What the exercise asks - Please reproduce the entries that follow, keeping each word intact.

Records for this exercise -
....................

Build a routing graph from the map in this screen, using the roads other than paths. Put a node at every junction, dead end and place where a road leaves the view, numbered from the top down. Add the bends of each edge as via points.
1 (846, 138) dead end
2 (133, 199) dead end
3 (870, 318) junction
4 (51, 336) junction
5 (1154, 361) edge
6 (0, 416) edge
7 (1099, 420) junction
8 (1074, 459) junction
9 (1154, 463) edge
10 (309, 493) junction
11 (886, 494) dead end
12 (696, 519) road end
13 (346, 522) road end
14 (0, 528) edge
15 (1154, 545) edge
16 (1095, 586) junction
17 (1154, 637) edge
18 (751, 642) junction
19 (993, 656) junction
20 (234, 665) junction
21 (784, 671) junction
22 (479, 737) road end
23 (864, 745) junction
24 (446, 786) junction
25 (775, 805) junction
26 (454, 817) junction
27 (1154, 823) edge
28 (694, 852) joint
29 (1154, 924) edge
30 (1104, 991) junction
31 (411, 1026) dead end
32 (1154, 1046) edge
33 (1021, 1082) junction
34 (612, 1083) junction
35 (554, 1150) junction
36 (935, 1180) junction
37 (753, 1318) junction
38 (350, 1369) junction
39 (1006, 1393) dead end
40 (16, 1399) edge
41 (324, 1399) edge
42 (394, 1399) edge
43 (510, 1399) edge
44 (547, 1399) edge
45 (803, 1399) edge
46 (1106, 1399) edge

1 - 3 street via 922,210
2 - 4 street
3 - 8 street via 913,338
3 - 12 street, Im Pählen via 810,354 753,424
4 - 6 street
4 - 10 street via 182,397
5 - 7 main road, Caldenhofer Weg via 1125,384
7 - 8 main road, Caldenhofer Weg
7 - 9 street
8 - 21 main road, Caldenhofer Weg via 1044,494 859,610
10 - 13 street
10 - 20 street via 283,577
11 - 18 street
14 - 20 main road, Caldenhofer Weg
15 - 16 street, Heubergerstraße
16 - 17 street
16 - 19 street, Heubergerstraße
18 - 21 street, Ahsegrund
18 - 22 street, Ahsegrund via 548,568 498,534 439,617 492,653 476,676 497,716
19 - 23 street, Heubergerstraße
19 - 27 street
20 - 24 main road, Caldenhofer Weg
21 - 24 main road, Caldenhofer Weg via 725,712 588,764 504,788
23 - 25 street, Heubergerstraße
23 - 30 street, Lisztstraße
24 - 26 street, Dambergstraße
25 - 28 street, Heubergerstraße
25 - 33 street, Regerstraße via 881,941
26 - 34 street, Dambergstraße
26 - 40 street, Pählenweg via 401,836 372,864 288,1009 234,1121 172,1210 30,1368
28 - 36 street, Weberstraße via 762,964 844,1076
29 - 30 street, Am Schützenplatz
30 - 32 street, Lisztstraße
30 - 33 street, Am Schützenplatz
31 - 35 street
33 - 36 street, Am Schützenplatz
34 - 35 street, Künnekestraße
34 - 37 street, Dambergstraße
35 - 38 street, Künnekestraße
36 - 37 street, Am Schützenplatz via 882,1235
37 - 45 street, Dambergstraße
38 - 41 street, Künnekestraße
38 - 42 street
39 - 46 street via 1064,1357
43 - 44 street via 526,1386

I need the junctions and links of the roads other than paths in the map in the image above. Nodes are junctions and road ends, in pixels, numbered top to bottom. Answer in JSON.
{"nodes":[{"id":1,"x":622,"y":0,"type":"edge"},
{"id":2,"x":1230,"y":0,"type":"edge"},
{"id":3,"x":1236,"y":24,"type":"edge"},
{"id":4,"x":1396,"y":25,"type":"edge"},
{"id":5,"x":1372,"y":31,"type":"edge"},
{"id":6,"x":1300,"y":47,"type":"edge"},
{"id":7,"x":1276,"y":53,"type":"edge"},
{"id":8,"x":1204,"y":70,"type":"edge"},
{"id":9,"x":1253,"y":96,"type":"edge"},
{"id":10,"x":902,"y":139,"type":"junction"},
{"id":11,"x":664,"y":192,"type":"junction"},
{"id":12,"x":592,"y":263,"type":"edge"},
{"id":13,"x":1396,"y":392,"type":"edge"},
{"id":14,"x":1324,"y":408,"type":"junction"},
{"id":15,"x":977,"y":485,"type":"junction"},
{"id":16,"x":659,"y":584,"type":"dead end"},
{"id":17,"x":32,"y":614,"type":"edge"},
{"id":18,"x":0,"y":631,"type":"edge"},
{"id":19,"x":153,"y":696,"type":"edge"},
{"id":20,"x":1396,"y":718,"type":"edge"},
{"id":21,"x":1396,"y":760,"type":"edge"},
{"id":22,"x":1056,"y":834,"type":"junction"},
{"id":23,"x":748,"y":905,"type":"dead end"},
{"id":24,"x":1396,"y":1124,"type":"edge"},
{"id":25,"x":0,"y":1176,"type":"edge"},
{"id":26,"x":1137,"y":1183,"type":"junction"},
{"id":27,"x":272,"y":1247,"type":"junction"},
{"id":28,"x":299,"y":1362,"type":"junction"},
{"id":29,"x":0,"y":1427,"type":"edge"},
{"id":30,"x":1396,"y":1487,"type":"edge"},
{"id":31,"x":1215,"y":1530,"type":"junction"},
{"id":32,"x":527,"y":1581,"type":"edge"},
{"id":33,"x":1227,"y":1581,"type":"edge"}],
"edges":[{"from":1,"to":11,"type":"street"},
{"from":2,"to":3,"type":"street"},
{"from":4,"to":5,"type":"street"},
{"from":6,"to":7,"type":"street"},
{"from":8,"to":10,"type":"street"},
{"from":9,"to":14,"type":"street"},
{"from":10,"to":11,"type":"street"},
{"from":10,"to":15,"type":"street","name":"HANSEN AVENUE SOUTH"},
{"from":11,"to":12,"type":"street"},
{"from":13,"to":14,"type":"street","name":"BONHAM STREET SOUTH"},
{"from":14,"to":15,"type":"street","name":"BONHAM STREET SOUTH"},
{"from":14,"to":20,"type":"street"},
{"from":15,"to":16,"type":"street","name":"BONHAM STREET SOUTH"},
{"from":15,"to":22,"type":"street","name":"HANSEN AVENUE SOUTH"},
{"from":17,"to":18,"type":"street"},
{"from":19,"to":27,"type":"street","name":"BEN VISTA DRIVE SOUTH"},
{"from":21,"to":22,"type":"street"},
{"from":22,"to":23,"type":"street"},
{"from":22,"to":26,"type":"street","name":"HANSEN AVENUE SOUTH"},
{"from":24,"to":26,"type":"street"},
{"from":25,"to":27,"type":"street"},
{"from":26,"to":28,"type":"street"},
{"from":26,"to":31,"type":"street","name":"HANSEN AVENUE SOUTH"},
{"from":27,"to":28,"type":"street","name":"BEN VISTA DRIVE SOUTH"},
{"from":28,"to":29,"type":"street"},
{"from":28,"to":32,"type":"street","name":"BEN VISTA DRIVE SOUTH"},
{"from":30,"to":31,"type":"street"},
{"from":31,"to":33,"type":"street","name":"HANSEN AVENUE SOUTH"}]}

....................

Worked solution -
Build a routing graph from the map in this screen, using the roads other than paths. Put a node at every junction, dead end and place where a road leaves the view, numbered from the top down. Add the bends of each edge as via points.
1 (846, 138) dead end
2 (133, 199) dead end
3 (870, 318) junction
4 (51, 336) junction
5 (1154, 361) edge
6 (0, 416) edge
7 (1099, 420) junction
8 (1074, 459) junction
9 (1154, 463) edge
10 (309, 493) junction
11 (886, 494) dead end
12 (696, 519) road end
13 (346, 522) road end
14 (0, 528) edge
15 (1154, 545) edge
16 (1095, 586) junction
17 (1154, 637) edge
18 (751, 642) junction
19 (993, 656) junction
20 (234, 665) junction
21 (784, 671) junction
22 (479, 737) road end
23 (864, 745) junction
24 (446, 786) junction
25 (775, 805) junction
26 (454, 817) junction
27 (1154, 823) edge
28 (694, 852) joint
29 (1154, 924) edge
30 (1104, 991) junction
31 (411, 1026) dead end
32 (1154, 1046) edge
33 (1021, 1082) junction
34 (612, 1083) junction
35 (554, 1150) junction
36 (935, 1180) junction
37 (753, 1318) junction
38 (350, 1369) junction
39 (1006, 1393) dead end
40 (16, 1399) edge
41 (324, 1399) edge
42 (394, 1399) edge
43 (510, 1399) edge
44 (547, 1399) edge
45 (803, 1399) edge
46 (1106, 1399) edge

1 - 3 street via 922,210
2 - 4 street
3 - 8 street via 913,338
3 - 12 street, Im Pählen via 810,354 753,424
4 - 6 street
4 - 10 street via 182,397
5 - 7 main road, Caldenhofer Weg via 1125,384
7 - 8 main road, Caldenhofer Weg
7 - 9 street
8 - 21 main road, Caldenhofer Weg via 1044,494 859,610
10 - 13 street
10 - 20 street via 283,577
11 - 18 street
14 - 20 main road, Caldenhofer Weg
15 - 16 street, Heubergerstraße
16 - 17 street
16 - 19 street, Heubergerstraße
18 - 21 street, Ahsegrund
18 - 22 street, Ahsegrund via 548,568 498,534 439,617 492,653 476,676 497,716
19 - 23 street, Heubergerstraße
19 - 27 street
20 - 24 main road, Caldenhofer Weg
21 - 24 main road, Caldenhofer Weg via 725,712 588,764 504,788
23 - 25 street, Heubergerstraße
23 - 30 street, Lisztstraße
24 - 26 street, Dambergstraße
25 - 28 street, Heubergerstraße
25 - 33 street, Regerstraße via 881,941
26 - 34 street, Dambergstraße
26 - 40 street, Pählenweg via 401,836 372,864 288,1009 234,1121 172,1210 30,1368
28 - 36 street, Weberstraße via 762,964 844,1076
29 - 30 street, Am Schützenplatz
30 - 32 street, Lisztstraße
30 - 33 street, Am Schützenplatz
31 - 35 street
33 - 36 street, Am Schützenplatz
34 - 35 street, Künnekestraße
34 - 37 street, Dambergstraße
35 - 38 street, Künnekestraße
36 - 37 street, Am Schützenplatz via 882,1235
37 - 45 street, Dambergstraße
38 - 41 street, Künnekestraße
38 - 42 street
39 - 46 street via 1064,1357
43 - 44 street via 526,1386

I need the junctions and links of the roads other than paths in the map in the image above. Nodes are junctions and road ends, in pixels, numbered top to bottom. Answer in JSON.
{"nodes":[{"id":1,"x":622,"y":0,"type":"edge"},
{"id":2,"x":1230,"y":0,"type":"edge"},
{"id":3,"x":1236,"y":24,"type":"edge"},
{"id":4,"x":1396,"y":25,"type":"edge"},
{"id":5,"x":1372,"y":31,"type":"edge"},
{"id":6,"x":1300,"y":47,"type":"edge"},
{"id":7,"x":1276,"y":53,"type":"edge"},
{"id":8,"x":1204,"y":70,"type":"edge"},
{"id":9,"x":1253,"y":96,"type":"edge"},
{"id":10,"x":902,"y":139,"type":"junction"},
{"id":11,"x":664,"y":192,"type":"junction"},
{"id":12,"x":592,"y":263,"type":"edge"},
{"id":13,"x":1396,"y":392,"type":"edge"},
{"id":14,"x":1324,"y":408,"type":"junction"},
{"id":15,"x":977,"y":485,"type":"junction"},
{"id":16,"x":659,"y":584,"type":"dead end"},
{"id":17,"x":32,"y":614,"type":"edge"},
{"id":18,"x":0,"y":631,"type":"edge"},
{"id":19,"x":153,"y":696,"type":"edge"},
{"id":20,"x":1396,"y":718,"type":"edge"},
{"id":21,"x":1396,"y":760,"type":"edge"},
{"id":22,"x":1056,"y":834,"type":"junction"},
{"id":23,"x":748,"y":905,"type":"dead end"},
{"id":24,"x":1396,"y":1124,"type":"edge"},
{"id":25,"x":0,"y":1176,"type":"edge"},
{"id":26,"x":1137,"y":1183,"type":"junction"},
{"id":27,"x":272,"y":1247,"type":"junction"},
{"id":28,"x":299,"y":1362,"type":"junction"},
{"id":29,"x":0,"y":1427,"type":"edge"},
{"id":30,"x":1396,"y":1487,"type":"edge"},
{"id":31,"x":1215,"y":1530,"type":"junction"},
{"id":32,"x":527,"y":1581,"type":"edge"},
{"id":33,"x":1227,"y":1581,"type":"edge"}],
"edges":[{"from":1,"to":11,"type":"street"},
{"from":2,"to":3,"type":"street"},
{"from":4,"to":5,"type":"street"},
{"from":6,"to":7,"type":"street"},
{"from":8,"to":10,"type":"street"},
{"from":9,"to":14,"type":"street"},
{"from":10,"to":11,"type":"street"},
{"from":10,"to":15,"type":"street","name":"HANSEN AVENUE SOUTH"},
{"from":11,"to":12,"type":"street"},
{"from":13,"to":14,"type":"street","name":"BONHAM STREET SOUTH"},
{"from":14,"to":15,"type":"street","name":"BONHAM STREET SOUTH"},
{"from":14,"to":20,"type":"street"},
{"from":15,"to":16,"type":"street","name":"BONHAM STREET SOUTH"},
{"from":15,"to":22,"type":"street","name":"HANSEN AVENUE SOUTH"},
{"from":17,"to":18,"type":"street"},
{"from":19,"to":27,"type":"street","name":"BEN VISTA DRIVE SOUTH"},
{"from":21,"to":22,"type":"street"},
{"from":22,"to":23,"type":"street"},
{"from":22,"to":26,"type":"street","name":"HANSEN AVENUE SOUTH"},
{"from":24,"to":26,"type":"street"},
{"from":25,"to":27,"type":"street"},
{"from":26,"to":28,"type":"street"},
{"from":26,"to":31,"type":"street","name":"HANSEN AVENUE SOUTH"},
{"from":27,"to":28,"type":"street","name":"BEN VISTA DRIVE SOUTH"},
{"from":28,"to":29,"type":"street"},
{"from":28,"to":32,"type":"street","name":"BEN VISTA DRIVE SOUTH"},
{"from":30,"to":31,"type":"street"},
{"from":31,"to":33,"type":"street","name":"HANSEN AVENUE SOUTH"}]}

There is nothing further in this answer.